Sweep Generator: It is a signal generator that can sweep its output frequency repeatedly over
some range. These are handy for testing circuits whose properties vary with frequency in a
particular way, e.g. “tuned circuits” or filters. Nowadays these devices as well as many test
instruments, are available in configurations that allow you to program the frequency, amplitude,
etc., from a computer or other digital instrument.
Frequency Synthesizer: It is a device that generates sine waves whose frequencies can be set
precisely. The frequency is set digitally, often to eight significant figures or more and is internally
synthesized from a precise standard (a quartz crystal oscillator) by digital methods.

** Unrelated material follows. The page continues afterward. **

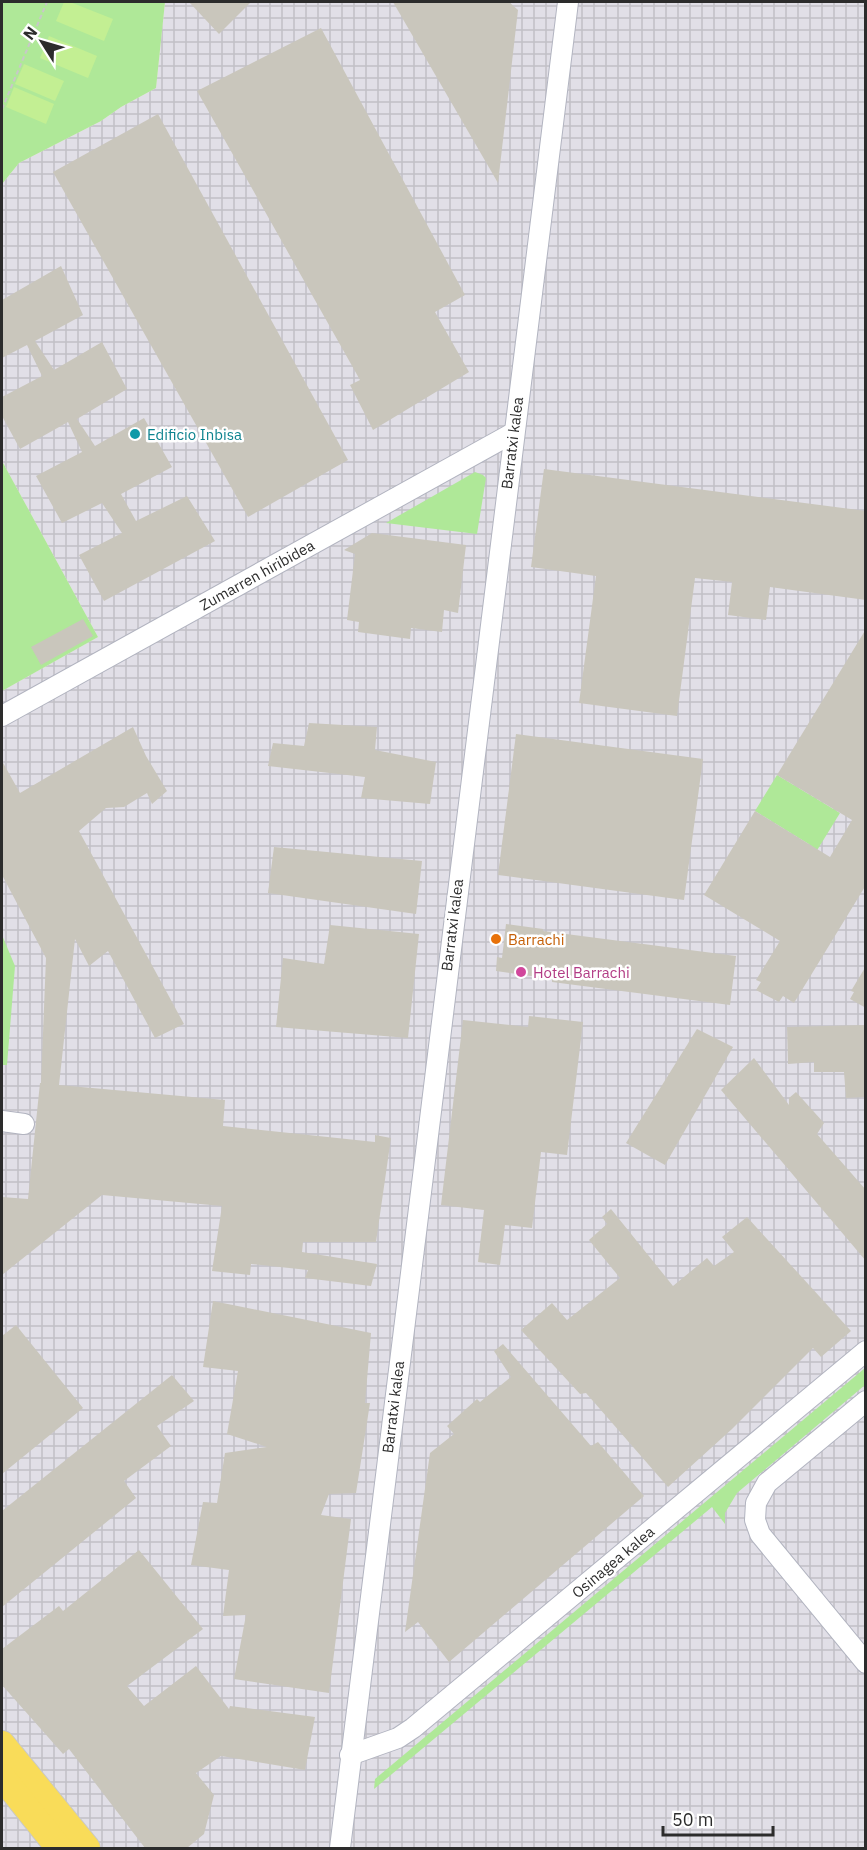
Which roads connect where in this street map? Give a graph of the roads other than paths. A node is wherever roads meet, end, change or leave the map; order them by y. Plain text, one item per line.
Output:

Function Generators: These are the most flexible signal sources of all. You can make sine,
triangle, and square waves over an enormous frequency range (0.01 Hz to 10 MHz is typical), with
control of amplitude and dc offset (a constant dc voltage added to the signal). Many of them have
provision for frequency sweeping, often in several modes (linear or logarithmic frequency
variations versus time).
HP8116A: Sine, square, and triangle waves from 0.001 Hz to 50 MHz (programmable), 10 mV to
16 V pp (programmable), linear and logarithmic sweeps, also provides trigger, FM, AM, voltage
controlled frequency, and single cycle.